YOUR ASSIGNMENT:
The entries must be restated exactly as written.

□ □ □

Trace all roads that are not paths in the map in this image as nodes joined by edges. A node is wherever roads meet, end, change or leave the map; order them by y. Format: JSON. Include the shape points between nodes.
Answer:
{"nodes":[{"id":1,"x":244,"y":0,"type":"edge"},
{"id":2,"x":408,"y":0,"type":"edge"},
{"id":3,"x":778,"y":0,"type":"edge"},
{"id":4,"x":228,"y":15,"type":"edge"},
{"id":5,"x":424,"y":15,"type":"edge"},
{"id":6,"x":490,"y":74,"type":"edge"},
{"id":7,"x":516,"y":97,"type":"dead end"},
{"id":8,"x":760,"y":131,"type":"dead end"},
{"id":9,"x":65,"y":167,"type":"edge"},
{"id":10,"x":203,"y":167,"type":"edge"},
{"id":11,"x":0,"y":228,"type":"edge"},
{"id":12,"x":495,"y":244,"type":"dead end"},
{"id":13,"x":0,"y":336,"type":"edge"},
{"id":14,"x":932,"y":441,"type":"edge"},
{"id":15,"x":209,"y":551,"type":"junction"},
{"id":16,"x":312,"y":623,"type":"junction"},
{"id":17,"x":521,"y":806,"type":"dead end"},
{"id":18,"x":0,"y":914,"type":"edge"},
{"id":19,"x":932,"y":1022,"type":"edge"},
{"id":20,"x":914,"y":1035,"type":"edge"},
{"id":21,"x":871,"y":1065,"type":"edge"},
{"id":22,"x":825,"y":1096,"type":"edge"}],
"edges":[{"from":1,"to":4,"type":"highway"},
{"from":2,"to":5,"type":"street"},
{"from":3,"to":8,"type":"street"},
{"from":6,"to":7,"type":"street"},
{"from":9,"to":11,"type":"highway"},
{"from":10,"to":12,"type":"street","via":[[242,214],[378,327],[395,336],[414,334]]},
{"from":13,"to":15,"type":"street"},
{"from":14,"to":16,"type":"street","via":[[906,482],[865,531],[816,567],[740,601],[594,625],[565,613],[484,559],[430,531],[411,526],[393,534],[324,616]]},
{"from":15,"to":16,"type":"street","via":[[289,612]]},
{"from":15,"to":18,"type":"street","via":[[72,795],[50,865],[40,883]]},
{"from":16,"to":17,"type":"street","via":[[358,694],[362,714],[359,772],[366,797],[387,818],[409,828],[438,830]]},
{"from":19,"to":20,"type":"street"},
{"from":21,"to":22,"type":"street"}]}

□ □ □

RESPONSE FOR THIS EXERCISE:
Trace all roads that are not paths in the map in this image as nodes joined by edges. A node is wherever roads meet, end, change or leave the map; order them by y. Format: JSON. Include the shape points between nodes.
Answer:
{"nodes":[{"id":1,"x":244,"y":0,"type":"edge"},
{"id":2,"x":408,"y":0,"type":"edge"},
{"id":3,"x":778,"y":0,"type":"edge"},
{"id":4,"x":228,"y":15,"type":"edge"},
{"id":5,"x":424,"y":15,"type":"edge"},
{"id":6,"x":490,"y":74,"type":"edge"},
{"id":7,"x":516,"y":97,"type":"dead end"},
{"id":8,"x":760,"y":131,"type":"dead end"},
{"id":9,"x":65,"y":167,"type":"edge"},
{"id":10,"x":203,"y":167,"type":"edge"},
{"id":11,"x":0,"y":228,"type":"edge"},
{"id":12,"x":495,"y":244,"type":"dead end"},
{"id":13,"x":0,"y":336,"type":"edge"},
{"id":14,"x":932,"y":441,"type":"edge"},
{"id":15,"x":209,"y":551,"type":"junction"},
{"id":16,"x":312,"y":623,"type":"junction"},
{"id":17,"x":521,"y":806,"type":"dead end"},
{"id":18,"x":0,"y":914,"type":"edge"},
{"id":19,"x":932,"y":1022,"type":"edge"},
{"id":20,"x":914,"y":1035,"type":"edge"},
{"id":21,"x":871,"y":1065,"type":"edge"},
{"id":22,"x":825,"y":1096,"type":"edge"}],
"edges":[{"from":1,"to":4,"type":"highway"},
{"from":2,"to":5,"type":"street"},
{"from":3,"to":8,"type":"street"},
{"from":6,"to":7,"type":"street"},
{"from":9,"to":11,"type":"highway"},
{"from":10,"to":12,"type":"street","via":[[242,214],[378,327],[395,336],[414,334]]},
{"from":13,"to":15,"type":"street"},
{"from":14,"to":16,"type":"street","via":[[906,482],[865,531],[816,567],[740,601],[594,625],[565,613],[484,559],[430,531],[411,526],[393,534],[324,616]]},
{"from":15,"to":16,"type":"street","via":[[289,612]]},
{"from":15,"to":18,"type":"street","via":[[72,795],[50,865],[40,883]]},
{"from":16,"to":17,"type":"street","via":[[358,694],[362,714],[359,772],[366,797],[387,818],[409,828],[438,830]]},
{"from":19,"to":20,"type":"street"},
{"from":21,"to":22,"type":"street"}]}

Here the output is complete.